Credibility and a good reputation are secured by individuals who are true to a personal code of values that informs both their public and private life. Honesty, truthfulness, courage (especially moral courage), integrity, diligence, loyalty and a capacity for independent judgement should be values which act as the foundation on which a reputation for credibility is built.
All of this may seem all too easy to talk about. What of the reality of a world in which clients demand acquiescence lest they take their business elsewhere? And what of those practitioners who don't have the relative freedom enjoyed by consultants; that is, those who work in line and staff management positions within organisations, large and small?
It is suggested that there is a developing role to be played by public relations professionals, whether as consultants or within the structures of management. This role is to act as the informed 'conscience' of the corporation. For such managers, their role ought to be expanded to involve the exercise of critical judgement about goals as a matter of course, and not just tactical cunning in attaining them. A wise board should insist that someone in the field of management develop a special capacity for acting as a catalyst for transformational leadership within the corporation. This means going beyond a limited instrumental intelligence towards an understanding and advocacy of substantive moral positions.
Who better to fulfil this role than the person in public relations? Above all others it is this person who has, or ought to have, a sense of developing community values. But this is not enough. Like other advisers, the public relations practitioner must do more than merely reflect public opinion. He or she must also be able to interpret this opinion and exercise informed judgement.
Some professionals have always been required to do this - even when to do so might hurt the individual's career.

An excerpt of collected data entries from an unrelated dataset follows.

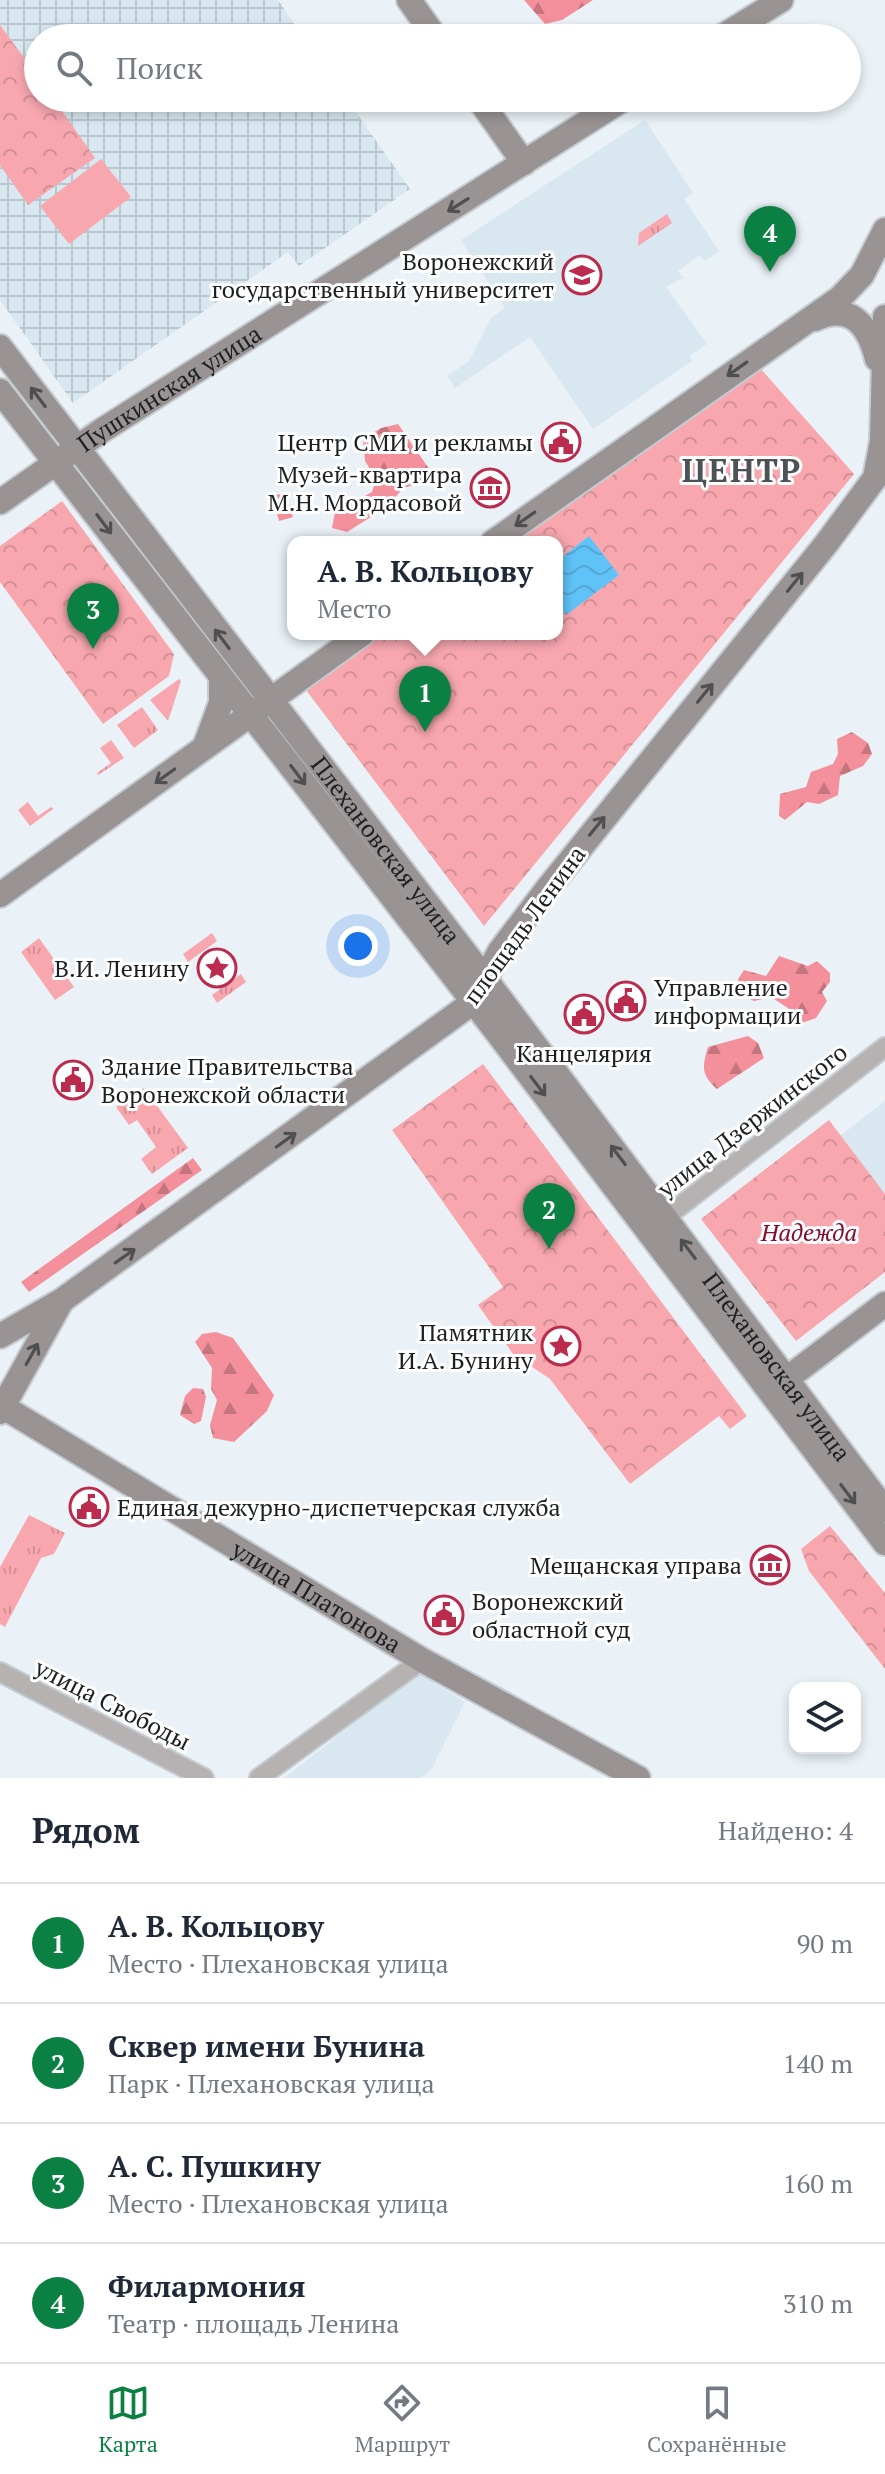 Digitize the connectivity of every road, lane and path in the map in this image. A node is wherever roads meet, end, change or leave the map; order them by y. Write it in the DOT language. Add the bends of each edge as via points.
graph roads {
  1 [pos="409,0"];
  2 [pos="781,0"];
  3 [pos="426,24"];
  4 [pos="742,24"];
  5 [pos="488,112"];
  6 [pos="603,112"];
  7 [pos="524,163"];
  8 [pos="885,230"];
  9 [pos="885,317"];
  10 [pos="801,325"];
  11 [pos="0,347"];
  12 [pos="882,377"];
  13 [pos="0,391"];
  14 [pos="77,448"];
  15 [pos="56,462"];
  16 [pos="885,493"];
  17 [pos="0,502"];
  18 [pos="502,536"];
  19 [pos="826,544"];
  20 [pos="354,640"];
  21 [pos="221,679"];
  22 [pos="271,699"];
  23 [pos="251,713"];
  24 [pos="205,746"];
  25 [pos="0,895"];
  26 [pos="486,980"];
  27 [pos="472,1003"];
  28 [pos="885,1047"];
  29 [pos="656,1224"];
  30 [pos="61,1301"];
  31 [pos="885,1304"];
  32 [pos="0,1336"];
  33 [pos="778,1385"];
  34 [pos="1,1407"];
  35 [pos="885,1510"];
  36 [pos="885,1543"];
  37 [pos="422,1660"];
  38 [pos="0,1672"];
  39 [pos="204,1778"];
  40 [pos="259,1778"];
  41 [pos="638,1778"];
  1 -- 3 [label="main road"];
  2 -- 4 [label="main road"];
  5 -- 7 [label="main road"];
  6 -- 7 [label="main road, Пушкинская улица"];
  7 -- 14 [label="main road, Пушкинская улица, one-way"];
  8 -- 10 [label="main road, площадь Ленина" via="862,275"];
  9 -- 12 [label="main road, площадь Ленина"];
  10 -- 12 [label="main road, площадь Ленина" via="828,313 853,316 873,340"];
  10 -- 18 [label="main road, площадь Ленина, one-way"];
  14 -- 11 [label="main road, Плехановская улица, one-way"];
  12 -- 19 [label="main road, площадь Ленина" via="882,441 875,478"];
  13 -- 15 [label="main road, Плехановская улица"];
  14 -- 15 [label="main road, Пушкинская улица"];
  22 -- 14 [label="main road, Плехановская улица, one-way"];
  15 -- 17 [label="main road, Пушкинская улица"];
  15 -- 21 [label="main road, Плехановская улица, one-way"];
  16 -- 19 [label="main road"];
  26 -- 19 [label="main road, площадь Ленина, one-way" via="500,951 548,888"];
  20 -- 22 [label="main road"];
  21 -- 23 [label="main road, Плехановская улица"];
  21 -- 24 [label="main road" via="221,703"];
  22 -- 23 [label="main road"];
  22 -- 26 [label="main road, Плехановская улица"];
  23 -- 24 [label="main road"];
  23 -- 27 [label="main road, Плехановская улица, one-way"];
  24 -- 25 [label="main road, one-way"];
  26 -- 27 [label="main road, площадь Ленина"];
  29 -- 26 [label="main road, Плехановская улица, one-way"];
  27 -- 29 [label="main road, Плехановская улица, one-way"];
  30 -- 27 [label="main road, площадь Ленина, one-way"];
  28 -- 29 [label="street, улица Дзержинского"];
  29 -- 33 [label="main road, Плехановская улица"];
  30 -- 32 [label="main road, площадь Ленина"];
  34 -- 30 [label="main road, one-way"];
  31 -- 33 [label="main road"];
  33 -- 35 [label="main road, Плехановская улица"];
  33 -- 36 [label="main road, Плехановская улица, one-way"];
  34 -- 37 [label="main road, улица Платонова"];
  37 -- 40 [label="street"];
  37 -- 41 [label="main road, улица Платонова"];
  38 -- 39 [label="street, улица Свободы"];
} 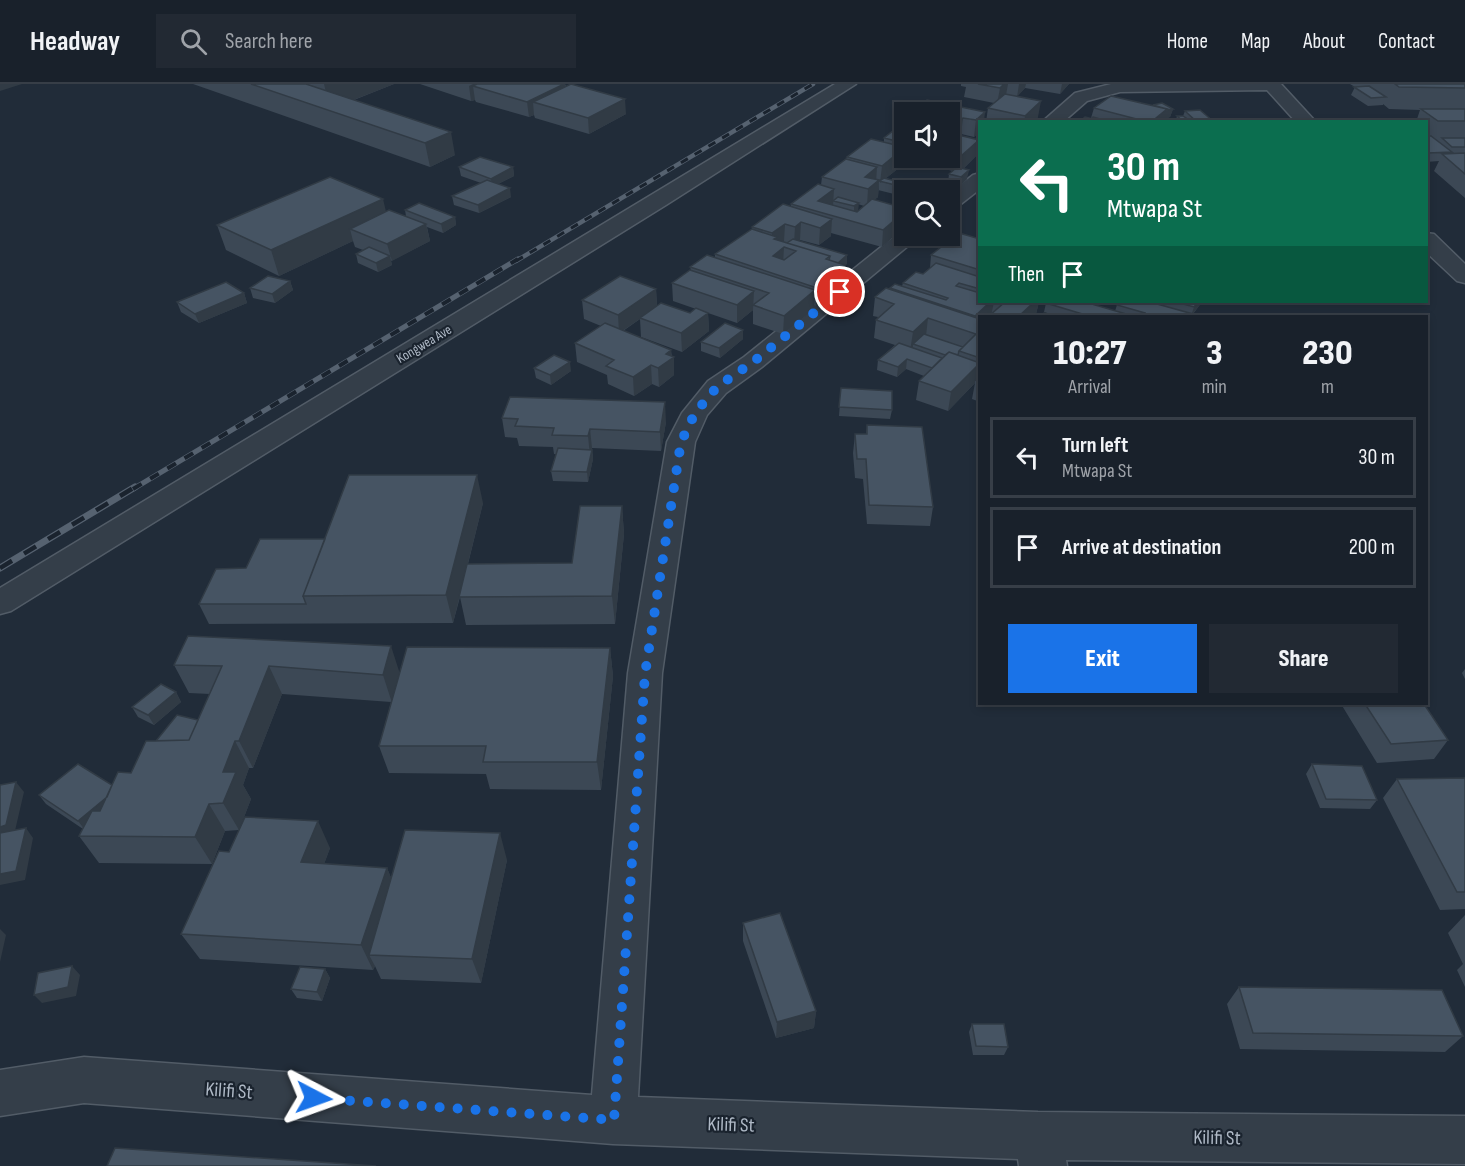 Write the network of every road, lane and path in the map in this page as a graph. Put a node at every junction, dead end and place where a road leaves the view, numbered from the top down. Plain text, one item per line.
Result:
1 (847, 84) edge
2 (1271, 84) edge
3 (1053, 120) edge
4 (1305, 120) edge
5 (978, 181) edge
6 (960, 195) edge
7 (1428, 241) edge
8 (897, 246) edge
9 (1465, 276) edge
10 (0, 603) edge
11 (0, 1093) edge
12 (614, 1120) junction
13 (1465, 1140) edge
14 (1041, 1151) edge

1 - 10 street, Kongwea Ave
2 - 3 street
2 - 4 street
5 - 6 street
7 - 9 street
8 - 12 street
11 - 12 street, Kilifi St
12 - 14 street, Kilifi St
13 - 14 street, Kilifi St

They are people who would agree with Tommy Ross, a pioneer in public relations. He said:
Unless you are willing to resign an account or a job over a matter of principle, it is no use to call yourself a member of the world's newest profession - for you are already a member of the world's oldest.
Those are strong and challenging words. And it's possible that they may not have been spoken in the middle of a recession.
That is why it is suggested that the envisaged changes to the profession be made part of more general alterations in the way Australian corporations do business. If those who manage our companies and the great offices of state are serious about improving ethics and corporate conduct, then they will need to do more than pass laws and draft codes of ethics. They will have to go beyond the discussions which take place in board rooms, or as part of the expanded remit for internal auditors. All of these developments are important and should be encouraged. But it is suggested that one innovative approach would be to appoint someone in the management whose job would include the constructive asking of questions and posing of problems.
Rather than lose their job for such behaviour, the practitioner would be evaluated and rewarded in terms of effort made on behalf of interests frequently left unrepresented in the debates about what ought to be done in corporate Australia.
It is to be expected that this proposal will be considered far too radical for some. It would certainly require a move away from the short-term expectations of some shareholders, based as they are on an all too narrow construct of self-interest. Rather, the merit of this proposal is that it seeks to build on the best traditions developed in the practice of public relations and to give these traditions proper recognition within organisations as well as beyond, in the relatively autonomous world of the consultant.
Dr Simon Longstaff is Executive Director of St James Ethics Centre.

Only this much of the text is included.